Dieudonné Minoungou

Personal information
- Date of birth: June 25, 1981 (age 43)
- Place of birth: Tenkodogo, Upper Volta
- Height: 1.82 m (6 ft 0 in)
- Position(s): Striker

Senior career*
- Years: Team / Apps / (Gls)
- 1999–2001: Santos FC Ouagadougou / ? / (?)
- 2001–2002: Grenoble / 0 / (0)
- 2002–2004: Tours / 64 / (19)
- 2004–2005: Brest / 0 / (0)
- 2005–2006: Rouen / 16 / (3)
- 2006–2007: AS Moulins / 14 / (4)
- 2008: F.C. Ryūkyū / 17 / (10)
- 2012–2013: Moulins Yzeure / 1 / (0)

International career
- 2002–2005: Burkina Faso / 7 / (3)

= Dieudonné Minoungou =

Burkinabé footballer

Dieudonné "Dieudo" Minoungou (born June 25, 1981) is a Burkinabé former professional footballer who played as a striker.

==Club career==
Minoungou was born in Tenkodogo.
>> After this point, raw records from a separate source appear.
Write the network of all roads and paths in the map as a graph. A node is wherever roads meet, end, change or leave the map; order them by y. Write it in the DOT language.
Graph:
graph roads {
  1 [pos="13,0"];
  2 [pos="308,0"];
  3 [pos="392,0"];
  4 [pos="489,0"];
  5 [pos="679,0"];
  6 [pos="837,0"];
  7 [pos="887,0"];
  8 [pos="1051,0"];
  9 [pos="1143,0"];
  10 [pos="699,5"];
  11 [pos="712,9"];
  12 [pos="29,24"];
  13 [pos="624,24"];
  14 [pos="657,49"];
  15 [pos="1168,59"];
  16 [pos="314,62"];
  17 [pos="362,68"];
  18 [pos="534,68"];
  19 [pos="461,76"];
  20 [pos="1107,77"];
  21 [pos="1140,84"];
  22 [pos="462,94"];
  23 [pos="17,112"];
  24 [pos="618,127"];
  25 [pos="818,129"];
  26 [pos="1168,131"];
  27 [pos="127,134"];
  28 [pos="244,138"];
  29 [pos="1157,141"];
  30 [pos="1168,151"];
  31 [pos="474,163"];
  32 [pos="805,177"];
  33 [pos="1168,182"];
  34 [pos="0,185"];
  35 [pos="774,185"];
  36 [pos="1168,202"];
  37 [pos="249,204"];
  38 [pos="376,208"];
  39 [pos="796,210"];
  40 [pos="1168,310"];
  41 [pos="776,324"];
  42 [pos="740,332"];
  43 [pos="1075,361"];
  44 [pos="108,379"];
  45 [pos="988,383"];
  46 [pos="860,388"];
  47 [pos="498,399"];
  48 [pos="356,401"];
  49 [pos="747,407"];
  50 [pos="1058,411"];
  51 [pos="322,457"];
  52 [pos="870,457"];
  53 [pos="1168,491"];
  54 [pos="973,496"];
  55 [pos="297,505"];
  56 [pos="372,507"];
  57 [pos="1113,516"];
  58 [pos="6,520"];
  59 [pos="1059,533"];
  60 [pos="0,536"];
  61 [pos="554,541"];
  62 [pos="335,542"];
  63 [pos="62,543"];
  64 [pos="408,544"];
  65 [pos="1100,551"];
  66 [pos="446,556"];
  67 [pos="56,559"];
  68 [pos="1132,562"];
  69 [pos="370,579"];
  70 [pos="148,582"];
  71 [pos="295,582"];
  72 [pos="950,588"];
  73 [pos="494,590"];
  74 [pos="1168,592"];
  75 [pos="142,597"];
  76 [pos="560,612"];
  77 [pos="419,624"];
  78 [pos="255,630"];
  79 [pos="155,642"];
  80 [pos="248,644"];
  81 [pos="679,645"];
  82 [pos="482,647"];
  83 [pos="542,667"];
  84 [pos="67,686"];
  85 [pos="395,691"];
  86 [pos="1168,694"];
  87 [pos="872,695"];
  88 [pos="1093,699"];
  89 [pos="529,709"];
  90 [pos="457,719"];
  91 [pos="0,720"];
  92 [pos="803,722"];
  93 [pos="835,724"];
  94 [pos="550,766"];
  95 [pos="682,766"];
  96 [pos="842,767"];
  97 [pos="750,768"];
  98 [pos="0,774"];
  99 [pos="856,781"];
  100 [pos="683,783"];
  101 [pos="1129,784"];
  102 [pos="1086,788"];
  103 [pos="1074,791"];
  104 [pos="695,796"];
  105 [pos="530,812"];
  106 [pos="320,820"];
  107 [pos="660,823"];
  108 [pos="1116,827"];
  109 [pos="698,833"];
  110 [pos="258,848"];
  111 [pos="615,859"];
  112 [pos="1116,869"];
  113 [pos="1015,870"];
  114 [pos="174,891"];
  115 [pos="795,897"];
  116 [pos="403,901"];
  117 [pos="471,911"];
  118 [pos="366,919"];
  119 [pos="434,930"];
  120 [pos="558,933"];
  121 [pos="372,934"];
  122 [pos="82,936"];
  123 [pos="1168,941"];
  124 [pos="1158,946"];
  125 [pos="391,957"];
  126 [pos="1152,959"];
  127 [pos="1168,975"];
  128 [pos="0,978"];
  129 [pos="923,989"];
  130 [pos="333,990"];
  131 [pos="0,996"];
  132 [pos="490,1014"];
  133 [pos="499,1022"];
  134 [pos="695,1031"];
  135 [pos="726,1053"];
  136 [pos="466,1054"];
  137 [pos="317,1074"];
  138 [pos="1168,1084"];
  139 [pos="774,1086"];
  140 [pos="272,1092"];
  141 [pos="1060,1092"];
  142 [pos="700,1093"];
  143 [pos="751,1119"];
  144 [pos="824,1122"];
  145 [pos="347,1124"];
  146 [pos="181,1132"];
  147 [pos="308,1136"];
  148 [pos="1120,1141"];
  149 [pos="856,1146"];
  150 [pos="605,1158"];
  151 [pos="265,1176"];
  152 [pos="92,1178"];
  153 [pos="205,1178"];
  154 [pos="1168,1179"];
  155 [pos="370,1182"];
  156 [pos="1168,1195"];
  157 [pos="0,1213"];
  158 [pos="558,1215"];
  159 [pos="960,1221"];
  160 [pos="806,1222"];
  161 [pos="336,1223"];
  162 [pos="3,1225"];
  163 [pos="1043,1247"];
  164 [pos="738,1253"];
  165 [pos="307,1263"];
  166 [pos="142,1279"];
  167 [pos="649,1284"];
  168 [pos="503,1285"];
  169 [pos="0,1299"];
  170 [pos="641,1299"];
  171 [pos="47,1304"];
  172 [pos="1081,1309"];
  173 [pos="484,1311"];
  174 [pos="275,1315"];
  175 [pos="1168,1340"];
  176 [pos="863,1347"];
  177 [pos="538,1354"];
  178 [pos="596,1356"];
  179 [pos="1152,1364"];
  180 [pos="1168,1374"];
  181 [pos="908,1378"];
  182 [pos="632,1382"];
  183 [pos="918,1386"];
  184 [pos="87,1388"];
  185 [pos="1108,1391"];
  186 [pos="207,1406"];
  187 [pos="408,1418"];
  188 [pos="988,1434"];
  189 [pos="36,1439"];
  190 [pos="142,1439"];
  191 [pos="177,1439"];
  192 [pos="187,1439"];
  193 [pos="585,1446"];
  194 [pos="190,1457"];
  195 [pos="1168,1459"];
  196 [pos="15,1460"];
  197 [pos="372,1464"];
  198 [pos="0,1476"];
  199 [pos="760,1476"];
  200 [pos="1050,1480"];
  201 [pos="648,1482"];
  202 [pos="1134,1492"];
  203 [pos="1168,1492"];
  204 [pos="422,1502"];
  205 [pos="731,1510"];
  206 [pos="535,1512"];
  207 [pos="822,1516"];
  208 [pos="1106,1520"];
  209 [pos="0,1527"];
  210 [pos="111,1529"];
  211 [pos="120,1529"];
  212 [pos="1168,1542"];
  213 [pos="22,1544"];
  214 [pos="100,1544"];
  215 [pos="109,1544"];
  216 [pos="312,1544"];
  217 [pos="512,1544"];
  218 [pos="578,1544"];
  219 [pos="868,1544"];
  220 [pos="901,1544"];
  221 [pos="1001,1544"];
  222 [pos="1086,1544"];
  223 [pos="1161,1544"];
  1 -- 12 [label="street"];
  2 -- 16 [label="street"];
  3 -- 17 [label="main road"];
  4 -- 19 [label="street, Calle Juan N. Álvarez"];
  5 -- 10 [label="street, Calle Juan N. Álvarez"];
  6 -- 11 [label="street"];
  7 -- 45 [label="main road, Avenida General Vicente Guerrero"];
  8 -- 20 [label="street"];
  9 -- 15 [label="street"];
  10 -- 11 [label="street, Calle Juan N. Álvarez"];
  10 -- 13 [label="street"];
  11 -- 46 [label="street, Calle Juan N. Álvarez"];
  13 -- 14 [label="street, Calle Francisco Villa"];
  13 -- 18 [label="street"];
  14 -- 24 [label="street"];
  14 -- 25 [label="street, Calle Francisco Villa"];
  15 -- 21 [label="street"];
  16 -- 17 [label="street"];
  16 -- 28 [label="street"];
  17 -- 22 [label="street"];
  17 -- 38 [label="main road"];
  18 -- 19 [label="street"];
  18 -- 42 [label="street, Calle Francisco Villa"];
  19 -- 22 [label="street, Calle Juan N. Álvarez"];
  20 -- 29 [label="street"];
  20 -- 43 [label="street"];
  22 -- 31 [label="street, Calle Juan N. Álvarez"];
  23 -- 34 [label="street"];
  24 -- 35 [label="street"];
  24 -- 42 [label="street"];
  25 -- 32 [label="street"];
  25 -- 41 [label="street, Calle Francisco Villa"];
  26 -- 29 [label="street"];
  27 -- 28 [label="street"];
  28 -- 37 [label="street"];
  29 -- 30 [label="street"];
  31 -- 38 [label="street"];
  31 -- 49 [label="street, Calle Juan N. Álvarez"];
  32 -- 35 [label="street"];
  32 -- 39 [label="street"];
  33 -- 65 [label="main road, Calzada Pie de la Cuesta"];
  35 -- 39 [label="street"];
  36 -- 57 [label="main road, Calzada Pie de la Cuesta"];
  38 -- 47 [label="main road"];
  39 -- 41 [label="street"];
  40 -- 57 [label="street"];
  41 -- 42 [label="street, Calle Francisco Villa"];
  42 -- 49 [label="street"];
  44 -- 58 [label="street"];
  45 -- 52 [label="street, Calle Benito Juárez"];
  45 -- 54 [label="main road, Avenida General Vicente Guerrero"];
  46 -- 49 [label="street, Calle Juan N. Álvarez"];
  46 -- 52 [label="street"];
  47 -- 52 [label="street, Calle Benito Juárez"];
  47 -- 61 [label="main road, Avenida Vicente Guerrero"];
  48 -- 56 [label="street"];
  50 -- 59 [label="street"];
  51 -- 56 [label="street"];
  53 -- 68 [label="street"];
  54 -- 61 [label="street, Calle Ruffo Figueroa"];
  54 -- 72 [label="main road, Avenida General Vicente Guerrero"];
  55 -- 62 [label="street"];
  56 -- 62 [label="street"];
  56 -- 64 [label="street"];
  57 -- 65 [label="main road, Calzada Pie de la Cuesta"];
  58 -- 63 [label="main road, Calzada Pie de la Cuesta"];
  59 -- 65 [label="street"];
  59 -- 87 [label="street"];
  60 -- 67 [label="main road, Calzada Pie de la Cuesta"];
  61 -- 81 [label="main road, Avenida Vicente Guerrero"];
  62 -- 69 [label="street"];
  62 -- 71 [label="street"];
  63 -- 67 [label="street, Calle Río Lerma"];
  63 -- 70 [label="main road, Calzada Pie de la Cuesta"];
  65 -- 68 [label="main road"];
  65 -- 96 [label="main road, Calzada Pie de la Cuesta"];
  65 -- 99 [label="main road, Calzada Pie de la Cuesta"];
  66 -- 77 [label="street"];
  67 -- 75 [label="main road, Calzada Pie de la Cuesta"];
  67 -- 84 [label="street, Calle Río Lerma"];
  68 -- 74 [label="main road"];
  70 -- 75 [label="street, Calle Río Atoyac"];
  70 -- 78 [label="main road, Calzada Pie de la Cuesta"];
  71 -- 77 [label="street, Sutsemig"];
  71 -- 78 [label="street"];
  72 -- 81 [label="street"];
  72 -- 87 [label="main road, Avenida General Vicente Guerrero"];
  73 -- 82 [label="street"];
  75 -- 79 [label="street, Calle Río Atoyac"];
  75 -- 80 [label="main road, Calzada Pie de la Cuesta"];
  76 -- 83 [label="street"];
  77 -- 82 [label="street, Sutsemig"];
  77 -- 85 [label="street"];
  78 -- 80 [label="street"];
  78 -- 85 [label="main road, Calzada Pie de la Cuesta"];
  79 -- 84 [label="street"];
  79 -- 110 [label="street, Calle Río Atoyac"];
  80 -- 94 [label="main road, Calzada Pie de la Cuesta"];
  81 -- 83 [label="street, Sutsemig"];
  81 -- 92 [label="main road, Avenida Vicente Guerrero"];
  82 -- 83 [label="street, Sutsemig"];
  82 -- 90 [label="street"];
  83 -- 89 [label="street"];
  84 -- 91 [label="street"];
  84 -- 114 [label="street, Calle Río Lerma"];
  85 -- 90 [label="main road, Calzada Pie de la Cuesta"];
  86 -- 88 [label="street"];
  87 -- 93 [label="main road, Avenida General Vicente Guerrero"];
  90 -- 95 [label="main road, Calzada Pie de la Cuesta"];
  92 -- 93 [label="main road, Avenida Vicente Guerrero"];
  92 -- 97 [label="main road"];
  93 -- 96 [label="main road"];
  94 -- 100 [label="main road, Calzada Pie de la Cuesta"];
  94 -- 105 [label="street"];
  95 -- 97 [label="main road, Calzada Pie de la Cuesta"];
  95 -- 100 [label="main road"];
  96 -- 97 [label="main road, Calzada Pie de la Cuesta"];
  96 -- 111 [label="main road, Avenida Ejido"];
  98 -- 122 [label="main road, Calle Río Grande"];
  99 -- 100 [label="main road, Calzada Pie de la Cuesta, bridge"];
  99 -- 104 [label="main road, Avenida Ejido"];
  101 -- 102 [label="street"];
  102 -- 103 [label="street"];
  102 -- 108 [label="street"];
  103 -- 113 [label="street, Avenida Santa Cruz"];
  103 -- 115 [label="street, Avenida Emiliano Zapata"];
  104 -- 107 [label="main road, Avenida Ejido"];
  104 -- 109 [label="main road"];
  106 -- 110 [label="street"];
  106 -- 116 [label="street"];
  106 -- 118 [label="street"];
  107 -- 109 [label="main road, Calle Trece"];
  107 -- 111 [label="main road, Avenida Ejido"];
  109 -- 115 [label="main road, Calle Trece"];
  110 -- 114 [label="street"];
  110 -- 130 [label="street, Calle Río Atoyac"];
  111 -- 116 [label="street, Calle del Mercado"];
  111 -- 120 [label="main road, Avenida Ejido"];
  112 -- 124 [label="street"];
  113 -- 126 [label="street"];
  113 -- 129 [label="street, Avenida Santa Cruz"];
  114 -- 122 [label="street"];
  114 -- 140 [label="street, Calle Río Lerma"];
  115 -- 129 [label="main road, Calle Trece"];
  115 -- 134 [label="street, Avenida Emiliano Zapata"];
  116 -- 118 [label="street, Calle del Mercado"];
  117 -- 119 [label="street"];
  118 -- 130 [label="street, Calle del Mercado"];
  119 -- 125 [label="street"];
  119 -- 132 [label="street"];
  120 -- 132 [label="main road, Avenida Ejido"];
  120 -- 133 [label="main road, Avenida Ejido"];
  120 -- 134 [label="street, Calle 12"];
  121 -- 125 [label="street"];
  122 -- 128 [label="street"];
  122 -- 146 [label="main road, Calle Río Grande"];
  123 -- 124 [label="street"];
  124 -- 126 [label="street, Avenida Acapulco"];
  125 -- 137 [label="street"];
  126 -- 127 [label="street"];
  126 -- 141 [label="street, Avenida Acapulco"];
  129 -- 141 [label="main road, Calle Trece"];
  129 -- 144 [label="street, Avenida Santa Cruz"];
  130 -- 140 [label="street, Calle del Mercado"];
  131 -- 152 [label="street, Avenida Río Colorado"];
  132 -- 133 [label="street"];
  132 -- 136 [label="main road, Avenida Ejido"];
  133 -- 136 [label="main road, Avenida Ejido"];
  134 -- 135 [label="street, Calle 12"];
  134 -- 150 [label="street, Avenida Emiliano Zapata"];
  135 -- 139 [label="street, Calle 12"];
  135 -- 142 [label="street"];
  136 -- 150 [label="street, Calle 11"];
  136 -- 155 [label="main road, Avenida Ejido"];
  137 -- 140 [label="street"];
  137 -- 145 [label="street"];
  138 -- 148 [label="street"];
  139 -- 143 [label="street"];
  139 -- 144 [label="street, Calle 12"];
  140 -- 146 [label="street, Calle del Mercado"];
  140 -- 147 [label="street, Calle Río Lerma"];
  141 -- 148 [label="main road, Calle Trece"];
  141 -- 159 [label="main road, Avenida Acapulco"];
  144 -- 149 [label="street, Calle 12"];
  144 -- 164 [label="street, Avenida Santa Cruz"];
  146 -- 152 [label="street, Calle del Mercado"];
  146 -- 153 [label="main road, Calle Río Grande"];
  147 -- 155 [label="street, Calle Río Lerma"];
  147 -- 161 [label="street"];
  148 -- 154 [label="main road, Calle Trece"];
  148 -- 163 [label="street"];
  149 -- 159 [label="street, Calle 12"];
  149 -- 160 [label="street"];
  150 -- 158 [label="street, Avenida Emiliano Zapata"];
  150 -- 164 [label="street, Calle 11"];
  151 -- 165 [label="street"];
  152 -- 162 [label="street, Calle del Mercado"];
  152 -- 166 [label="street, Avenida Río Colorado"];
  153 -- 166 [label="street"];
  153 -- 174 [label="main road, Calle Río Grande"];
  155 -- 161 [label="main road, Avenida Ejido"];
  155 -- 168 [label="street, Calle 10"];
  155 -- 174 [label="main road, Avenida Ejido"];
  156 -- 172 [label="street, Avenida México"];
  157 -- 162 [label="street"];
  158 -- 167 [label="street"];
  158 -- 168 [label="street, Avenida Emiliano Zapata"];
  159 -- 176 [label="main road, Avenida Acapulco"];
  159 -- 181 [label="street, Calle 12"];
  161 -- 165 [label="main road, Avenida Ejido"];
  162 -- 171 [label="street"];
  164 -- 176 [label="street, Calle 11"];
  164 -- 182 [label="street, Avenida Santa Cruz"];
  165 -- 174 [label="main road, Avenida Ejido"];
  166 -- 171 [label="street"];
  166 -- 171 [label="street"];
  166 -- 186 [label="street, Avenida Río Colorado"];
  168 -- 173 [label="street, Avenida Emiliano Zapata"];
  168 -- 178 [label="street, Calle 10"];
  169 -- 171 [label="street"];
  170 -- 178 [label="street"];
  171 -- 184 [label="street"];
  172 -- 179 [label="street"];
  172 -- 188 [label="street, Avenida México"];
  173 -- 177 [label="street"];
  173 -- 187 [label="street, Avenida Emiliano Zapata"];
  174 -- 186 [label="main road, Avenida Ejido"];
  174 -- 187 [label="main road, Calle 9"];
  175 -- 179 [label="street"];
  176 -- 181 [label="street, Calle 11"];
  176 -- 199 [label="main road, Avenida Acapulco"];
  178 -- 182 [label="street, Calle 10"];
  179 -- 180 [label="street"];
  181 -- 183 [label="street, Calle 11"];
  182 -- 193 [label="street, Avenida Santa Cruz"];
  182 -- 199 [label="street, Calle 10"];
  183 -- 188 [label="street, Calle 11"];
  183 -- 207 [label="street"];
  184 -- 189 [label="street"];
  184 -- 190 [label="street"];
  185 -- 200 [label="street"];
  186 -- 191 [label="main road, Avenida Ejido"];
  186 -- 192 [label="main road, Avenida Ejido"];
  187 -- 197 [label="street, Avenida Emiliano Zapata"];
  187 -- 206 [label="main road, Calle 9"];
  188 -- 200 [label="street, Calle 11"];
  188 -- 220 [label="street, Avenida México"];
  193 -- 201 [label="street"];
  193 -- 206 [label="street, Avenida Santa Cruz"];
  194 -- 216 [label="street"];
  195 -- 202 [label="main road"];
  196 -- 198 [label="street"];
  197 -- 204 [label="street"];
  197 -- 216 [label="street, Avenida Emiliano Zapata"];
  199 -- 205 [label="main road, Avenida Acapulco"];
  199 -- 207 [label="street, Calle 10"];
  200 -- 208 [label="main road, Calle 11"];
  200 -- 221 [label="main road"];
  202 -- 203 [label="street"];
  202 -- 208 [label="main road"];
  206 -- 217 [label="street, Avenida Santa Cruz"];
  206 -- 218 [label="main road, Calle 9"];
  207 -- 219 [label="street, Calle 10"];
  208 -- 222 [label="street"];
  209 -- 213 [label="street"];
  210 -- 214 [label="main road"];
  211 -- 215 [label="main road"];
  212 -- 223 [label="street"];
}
After the African Nations Cup Finals, he was transferred to Stade Brest 29 and one season later to FC Rouen.

==International career==
He was a member of the Burkinabé 2004 African Nations Cup team, who finished bottom of their group in the first round of competition, thus failing to secure qualification for the quarter-finals. He was the only scorer.